MAGA’s second identity, Tanenhaus wrote,
is emotive, impassioned, with a powerful footing in flyover country, the nation’s cultural outskirts and geographical hinterlands where there are substantial votes to be harvested. Vance is a genuine product of that world.
Vance’s future depends on achieving a durable equipoise between these two identities, the thinking man and the foxhole fighter. What to progressives looks like a failure of nerve or moral courage is in reality an opportunity for him to remind the MAGA base, especially its Zoomers, that he is with them, just as he dignifies Trumpism through his intellect.
How is this intraparty conflict likely to play out over time? Clearly, the answer will depend on the Republican choice of a presidential nominee in 2028 and the success or failure of that candidate.
There is, however, one major indication that what is now called the Groyper faction in the Republican Party will remain a force on the right for some years to come: Donald Trump.
Until Sunday, Trump stayed largely silent on the Heritage-Roberts-Carson-Fuentes debate, a silence preceded by his 2017 claim that marchers chanting “Jews will not replace us” at the Unite the Right rally in Charlottesville, Va., included some “very fine people” and his repeated willingness to appoint men and women with antisemitic records to public office.

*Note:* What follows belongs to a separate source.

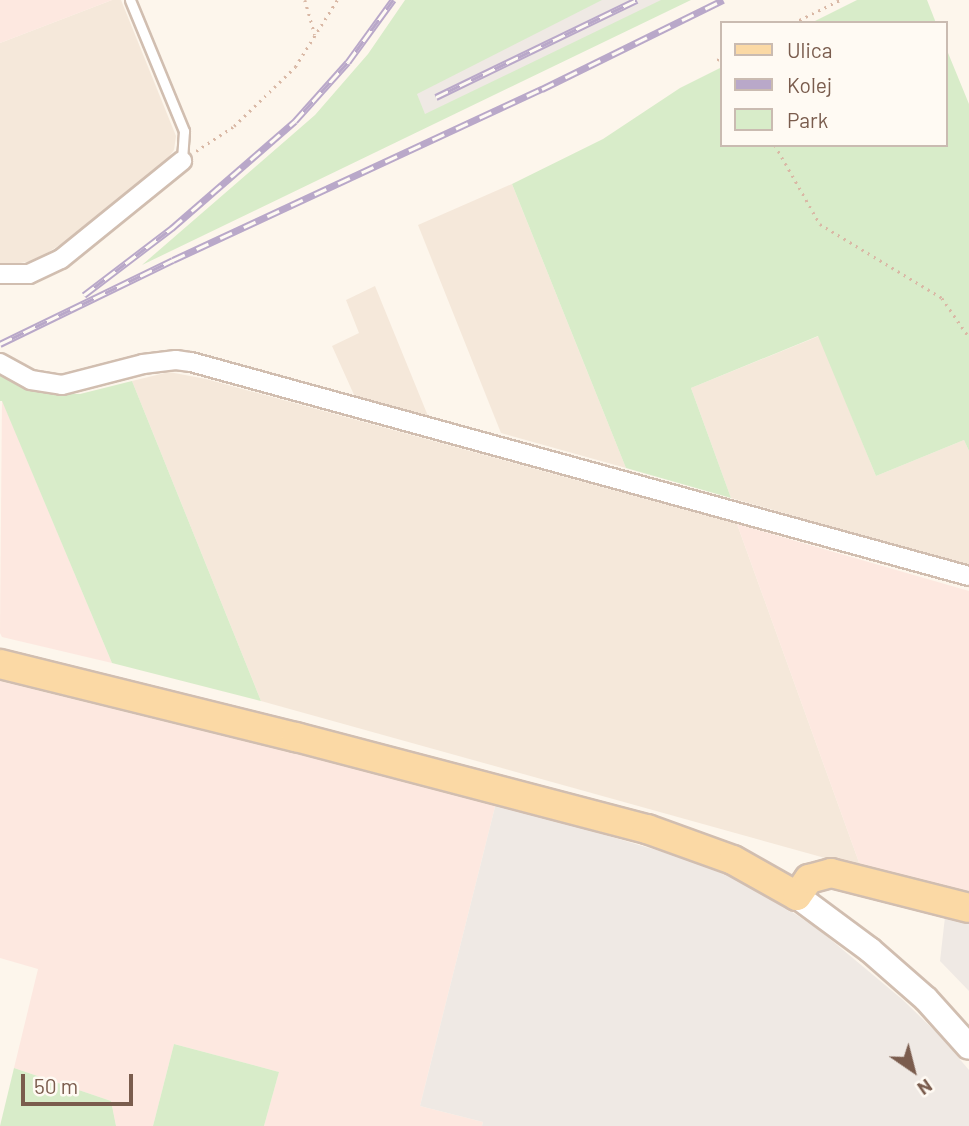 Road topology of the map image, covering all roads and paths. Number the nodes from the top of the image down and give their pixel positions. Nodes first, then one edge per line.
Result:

Gabriel Schoenfeld, a senior fellow at the Niskanen Center, a think tank that seeks to find market solutions to social and economic problems, noted in an essay in The Bulwark last Tuesday, that among the conservative critics of Roberts, Carlson and Fuentes,
something critically important is missing from their indictment. These figures conspicuously omit any accounting of the prime force fostering a political climate in which all forms of hatred — very much including antisemitism — President Donald J. Trump.

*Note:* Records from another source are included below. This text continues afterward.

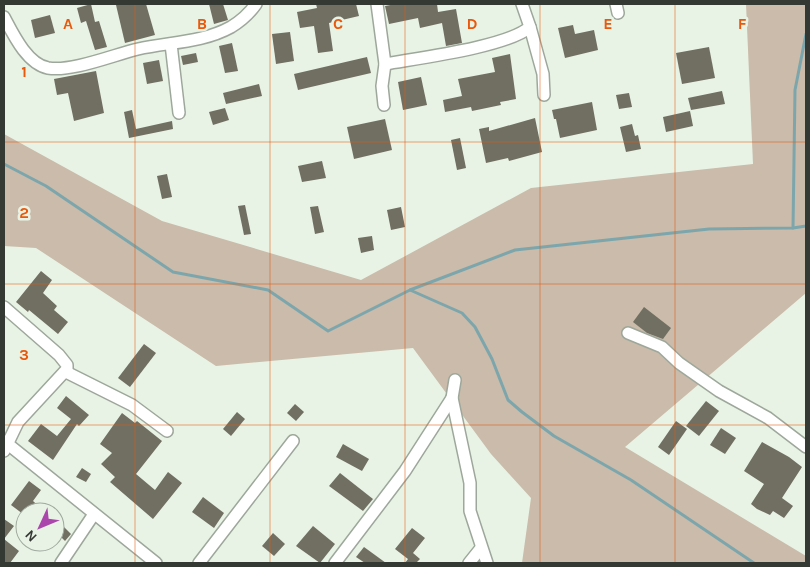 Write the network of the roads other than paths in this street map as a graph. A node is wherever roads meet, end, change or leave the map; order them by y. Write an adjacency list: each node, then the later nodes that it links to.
1 (256, 4): 6 (street)
2 (377, 4): 7 (street)
3 (522, 4): 5 (street)
4 (4, 17): 6 (street)
5 (530, 27): 7 (street); 8 (street)
6 (171, 44): 10 (street)
7 (385, 64): 9 (street)
8 (544, 95)
9 (384, 105)
10 (179, 113)
11 (4, 307): 13 (street)
12 (628, 333): 19 (street)
13 (66, 372): 16 (street); 18 (street)
14 (455, 380): 15 (street)
15 (452, 398): 21 (street); 25 (street)
16 (167, 431)
17 (293, 441): 24 (street)
18 (5, 445): 20 (street)
19 (806, 447)
20 (94, 514): 22 (street); 23 (street)
21 (481, 548): 26 (street); 27 (street)
22 (61, 563)
23 (156, 563)
24 (198, 563)
25 (335, 563)
26 (469, 563)
27 (487, 563)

It was Trump, Schoenfeld pointed out,
who nominated to the post of special counsel of the United States Paul Ingrassia, a man who boasted of having “a Nazi streak” in his character. When Ingrassia’s nomination was headed for certain defeat in the Senate, Trump retained him in his current White House role as a liaison to the Department of Homeland Security.
Trump himself may not be an antisemite, Schoenfeld noted,
but he has been a font of hatred writ large, and a facilitator of vicious antisemites. With the White House imprimatur behind him, he commands a vast audience, with millions of fervent true believers in its ranks. If there has been a normalization of antisemitism in America, it comes in no small part from the very top.
When Trump finally did break his silence over the furor at Heritage, his commentary was telling. “We’ve had some great interviews with Tucker Carlson, but you can’t tell him who to interview,” he said, before adding:
I mean, if he wants to interview Nick Fuentes — I don’t know much about him, but if he wants to do it, get the word out, let him. You know, people have to decide. Ultimately, people have to decide.
In other words, just as he did in the case of the march in Charlottesville, Trump has reaffirmed his adherence to the MAGA principle that there should be no enemies on the right, no matter who they are or what they believe.